Work task: Throughout the records below, find each line holding "graph" and copy it.

Input material:
# # # # # # #

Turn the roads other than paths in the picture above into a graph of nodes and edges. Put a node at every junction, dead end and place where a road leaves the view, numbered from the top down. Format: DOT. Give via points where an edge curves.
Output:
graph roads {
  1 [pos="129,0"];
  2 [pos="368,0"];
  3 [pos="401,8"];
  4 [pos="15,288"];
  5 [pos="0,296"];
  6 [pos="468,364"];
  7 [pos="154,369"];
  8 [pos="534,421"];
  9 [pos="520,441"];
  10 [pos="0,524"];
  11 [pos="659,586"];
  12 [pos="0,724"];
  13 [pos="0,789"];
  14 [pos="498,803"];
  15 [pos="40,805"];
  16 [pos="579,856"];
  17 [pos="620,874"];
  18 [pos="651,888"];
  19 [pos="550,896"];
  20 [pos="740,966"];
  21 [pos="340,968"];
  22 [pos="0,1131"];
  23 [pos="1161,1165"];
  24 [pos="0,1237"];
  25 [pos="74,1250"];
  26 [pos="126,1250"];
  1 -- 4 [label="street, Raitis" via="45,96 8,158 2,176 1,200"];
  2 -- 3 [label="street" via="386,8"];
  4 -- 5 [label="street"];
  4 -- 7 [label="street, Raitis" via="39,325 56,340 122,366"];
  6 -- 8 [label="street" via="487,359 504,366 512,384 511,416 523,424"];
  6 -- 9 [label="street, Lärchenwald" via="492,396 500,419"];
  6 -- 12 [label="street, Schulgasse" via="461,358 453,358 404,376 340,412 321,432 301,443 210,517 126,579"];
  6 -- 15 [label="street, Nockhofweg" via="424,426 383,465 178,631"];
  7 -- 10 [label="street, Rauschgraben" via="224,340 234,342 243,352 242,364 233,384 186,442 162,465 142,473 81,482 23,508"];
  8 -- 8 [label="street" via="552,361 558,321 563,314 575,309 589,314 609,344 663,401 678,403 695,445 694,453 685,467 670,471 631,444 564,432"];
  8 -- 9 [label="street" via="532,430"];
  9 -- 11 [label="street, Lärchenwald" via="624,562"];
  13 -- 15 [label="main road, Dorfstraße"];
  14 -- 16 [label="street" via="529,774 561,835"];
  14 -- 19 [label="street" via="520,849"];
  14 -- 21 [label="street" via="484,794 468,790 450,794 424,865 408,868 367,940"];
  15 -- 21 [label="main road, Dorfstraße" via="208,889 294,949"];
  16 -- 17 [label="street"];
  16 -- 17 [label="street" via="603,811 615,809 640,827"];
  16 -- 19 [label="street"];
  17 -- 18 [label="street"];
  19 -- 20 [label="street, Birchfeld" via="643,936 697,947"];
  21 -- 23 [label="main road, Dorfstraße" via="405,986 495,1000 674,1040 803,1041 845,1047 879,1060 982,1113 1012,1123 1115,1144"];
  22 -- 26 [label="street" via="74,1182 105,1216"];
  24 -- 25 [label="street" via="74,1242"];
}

# # # # # # #

Answer box:
Turn the roads other than paths in the picture above into a graph of nodes and edges. Put a node at every junction, dead end and place where a road leaves the view, numbered from the top down. Format: DOT. Give via points where an edge curves.
graph roads {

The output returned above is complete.